I have since learned the old-fashioned method of writing a script where you get the idea, THEN you sketch out a rough synopsis, THEN you make a step outline, THEN you write a treatment, THEN you write the scirpt. At first I balked at all that, thinking it was just a lot of needless formality. But then I found I was inadvertantly doing all of the above anyhow, and that I was doing it in that exact order. So the whole process turned out to be quite organic.

As for my own treatments, I usually start out writing them JUST for myself, and JUST as a tool to get to the actual script phase. But my treatments are a bit unconventional in that I tend to cram them with loads of dialogue. My scripts are usually very dialogue-driven, so it just comes out that way. When my pre-script treatment is done, I find it often exceeds 50 pages, and is very very dialogue-heavy.

Now, after I'm done with the script, I pass the script around to various friends for review, but not all of these friends are script-savvy. So, to appease the script-challenged, I go back to the treatment and re-work it into a literal short-story with formal dialogue and a distinct narrative. These treatments (or "scriptments") can easily exceed 100 pages. And my non-scripty friends like reading those.
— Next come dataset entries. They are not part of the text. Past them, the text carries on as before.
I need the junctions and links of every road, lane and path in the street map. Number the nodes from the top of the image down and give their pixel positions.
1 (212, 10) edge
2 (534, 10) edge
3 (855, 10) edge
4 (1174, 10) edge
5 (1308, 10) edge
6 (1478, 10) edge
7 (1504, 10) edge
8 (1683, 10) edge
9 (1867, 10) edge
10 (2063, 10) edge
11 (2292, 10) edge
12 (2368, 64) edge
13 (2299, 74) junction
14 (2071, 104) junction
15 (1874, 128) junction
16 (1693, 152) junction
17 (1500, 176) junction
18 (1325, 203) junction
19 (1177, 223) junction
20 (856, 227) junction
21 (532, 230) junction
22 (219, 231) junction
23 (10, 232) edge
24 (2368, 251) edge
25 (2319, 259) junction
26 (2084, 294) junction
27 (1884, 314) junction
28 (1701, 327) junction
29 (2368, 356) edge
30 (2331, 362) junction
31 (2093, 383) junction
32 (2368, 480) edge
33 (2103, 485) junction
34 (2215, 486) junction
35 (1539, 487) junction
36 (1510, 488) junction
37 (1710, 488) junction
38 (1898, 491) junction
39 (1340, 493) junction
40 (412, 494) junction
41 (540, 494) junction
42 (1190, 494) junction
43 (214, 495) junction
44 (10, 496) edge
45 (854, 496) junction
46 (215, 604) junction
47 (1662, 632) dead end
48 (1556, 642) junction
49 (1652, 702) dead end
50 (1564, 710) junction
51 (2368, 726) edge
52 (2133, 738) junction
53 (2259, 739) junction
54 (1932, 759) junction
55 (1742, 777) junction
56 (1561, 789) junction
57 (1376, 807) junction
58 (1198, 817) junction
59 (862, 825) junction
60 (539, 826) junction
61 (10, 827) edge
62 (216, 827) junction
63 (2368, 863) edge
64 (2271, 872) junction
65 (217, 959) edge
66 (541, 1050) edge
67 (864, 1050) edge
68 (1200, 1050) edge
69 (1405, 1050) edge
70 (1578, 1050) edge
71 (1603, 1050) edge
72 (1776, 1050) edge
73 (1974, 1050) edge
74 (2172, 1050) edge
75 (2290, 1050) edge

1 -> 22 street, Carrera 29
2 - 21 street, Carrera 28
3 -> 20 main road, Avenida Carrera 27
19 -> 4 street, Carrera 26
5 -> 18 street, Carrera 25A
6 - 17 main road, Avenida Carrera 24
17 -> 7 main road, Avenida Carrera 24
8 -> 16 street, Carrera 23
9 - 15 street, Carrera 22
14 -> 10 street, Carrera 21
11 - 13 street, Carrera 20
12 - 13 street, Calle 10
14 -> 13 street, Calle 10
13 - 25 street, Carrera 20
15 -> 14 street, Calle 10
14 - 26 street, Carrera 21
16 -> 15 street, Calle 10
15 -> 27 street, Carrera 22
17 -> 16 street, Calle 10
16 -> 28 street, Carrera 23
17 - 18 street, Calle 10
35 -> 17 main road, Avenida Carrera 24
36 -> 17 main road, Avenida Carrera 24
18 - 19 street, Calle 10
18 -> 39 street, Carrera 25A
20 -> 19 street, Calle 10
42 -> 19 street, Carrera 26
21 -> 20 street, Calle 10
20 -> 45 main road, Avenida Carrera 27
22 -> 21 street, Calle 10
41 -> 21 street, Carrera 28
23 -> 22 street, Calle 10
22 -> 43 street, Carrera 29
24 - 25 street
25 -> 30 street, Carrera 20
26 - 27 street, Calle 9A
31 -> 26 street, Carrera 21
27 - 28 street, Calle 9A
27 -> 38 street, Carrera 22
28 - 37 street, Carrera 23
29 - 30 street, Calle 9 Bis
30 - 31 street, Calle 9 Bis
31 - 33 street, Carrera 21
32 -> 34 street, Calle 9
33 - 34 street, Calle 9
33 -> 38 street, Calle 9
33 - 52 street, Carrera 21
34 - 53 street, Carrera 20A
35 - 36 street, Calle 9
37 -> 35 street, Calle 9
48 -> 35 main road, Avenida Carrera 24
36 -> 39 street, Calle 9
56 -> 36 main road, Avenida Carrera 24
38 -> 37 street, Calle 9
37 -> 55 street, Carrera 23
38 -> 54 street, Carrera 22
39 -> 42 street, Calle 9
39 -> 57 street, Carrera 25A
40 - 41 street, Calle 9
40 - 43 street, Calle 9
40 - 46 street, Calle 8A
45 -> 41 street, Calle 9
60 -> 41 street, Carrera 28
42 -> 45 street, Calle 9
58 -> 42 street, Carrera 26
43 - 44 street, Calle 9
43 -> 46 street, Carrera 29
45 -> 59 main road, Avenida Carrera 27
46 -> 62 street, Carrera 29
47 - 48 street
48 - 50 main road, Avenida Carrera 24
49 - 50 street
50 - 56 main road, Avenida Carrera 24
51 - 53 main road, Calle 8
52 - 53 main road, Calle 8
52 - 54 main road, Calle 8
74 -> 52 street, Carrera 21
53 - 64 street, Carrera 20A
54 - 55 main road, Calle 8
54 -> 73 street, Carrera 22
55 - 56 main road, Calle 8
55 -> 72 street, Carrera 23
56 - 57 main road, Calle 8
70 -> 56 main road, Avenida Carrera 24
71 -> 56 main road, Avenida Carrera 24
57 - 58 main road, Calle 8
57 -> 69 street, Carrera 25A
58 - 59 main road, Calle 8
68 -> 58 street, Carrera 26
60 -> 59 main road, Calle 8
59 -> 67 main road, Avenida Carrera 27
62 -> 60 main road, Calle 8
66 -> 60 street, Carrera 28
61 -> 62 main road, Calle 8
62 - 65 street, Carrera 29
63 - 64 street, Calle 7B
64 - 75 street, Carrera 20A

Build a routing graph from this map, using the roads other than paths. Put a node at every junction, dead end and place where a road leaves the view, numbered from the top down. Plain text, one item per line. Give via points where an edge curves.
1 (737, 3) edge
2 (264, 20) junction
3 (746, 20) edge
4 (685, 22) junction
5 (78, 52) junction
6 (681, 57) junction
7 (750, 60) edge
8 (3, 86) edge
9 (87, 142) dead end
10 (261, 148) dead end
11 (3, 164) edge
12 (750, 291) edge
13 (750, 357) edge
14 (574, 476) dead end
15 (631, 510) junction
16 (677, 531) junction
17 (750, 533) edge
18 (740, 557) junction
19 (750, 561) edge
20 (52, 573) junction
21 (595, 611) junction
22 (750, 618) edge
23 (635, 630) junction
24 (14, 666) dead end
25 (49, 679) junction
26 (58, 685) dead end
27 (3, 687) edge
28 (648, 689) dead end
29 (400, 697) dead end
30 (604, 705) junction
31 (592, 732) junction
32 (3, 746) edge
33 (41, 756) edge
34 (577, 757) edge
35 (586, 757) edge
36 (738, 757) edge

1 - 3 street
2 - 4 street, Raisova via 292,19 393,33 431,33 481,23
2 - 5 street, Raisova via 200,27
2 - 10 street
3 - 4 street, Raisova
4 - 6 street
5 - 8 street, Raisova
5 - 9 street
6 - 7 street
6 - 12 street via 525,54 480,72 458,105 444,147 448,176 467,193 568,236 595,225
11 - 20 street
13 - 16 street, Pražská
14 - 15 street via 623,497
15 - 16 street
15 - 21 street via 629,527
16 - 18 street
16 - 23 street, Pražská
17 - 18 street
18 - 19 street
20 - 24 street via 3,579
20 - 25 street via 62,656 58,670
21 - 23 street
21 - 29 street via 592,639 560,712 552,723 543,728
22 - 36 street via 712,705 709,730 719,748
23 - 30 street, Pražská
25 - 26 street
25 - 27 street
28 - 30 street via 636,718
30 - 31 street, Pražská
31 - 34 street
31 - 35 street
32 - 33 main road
Some of you might think that this overly long post-script treatment is kinda silly and alot of extra work for nothing. But I find that this re-working of the treatments can not only broaden the number of people who can read my story, but it also helps me spot plot details I would have otherwise missed. And the REALLY cool thing is, in the event I actually land a sale, I now have the novelization already finished.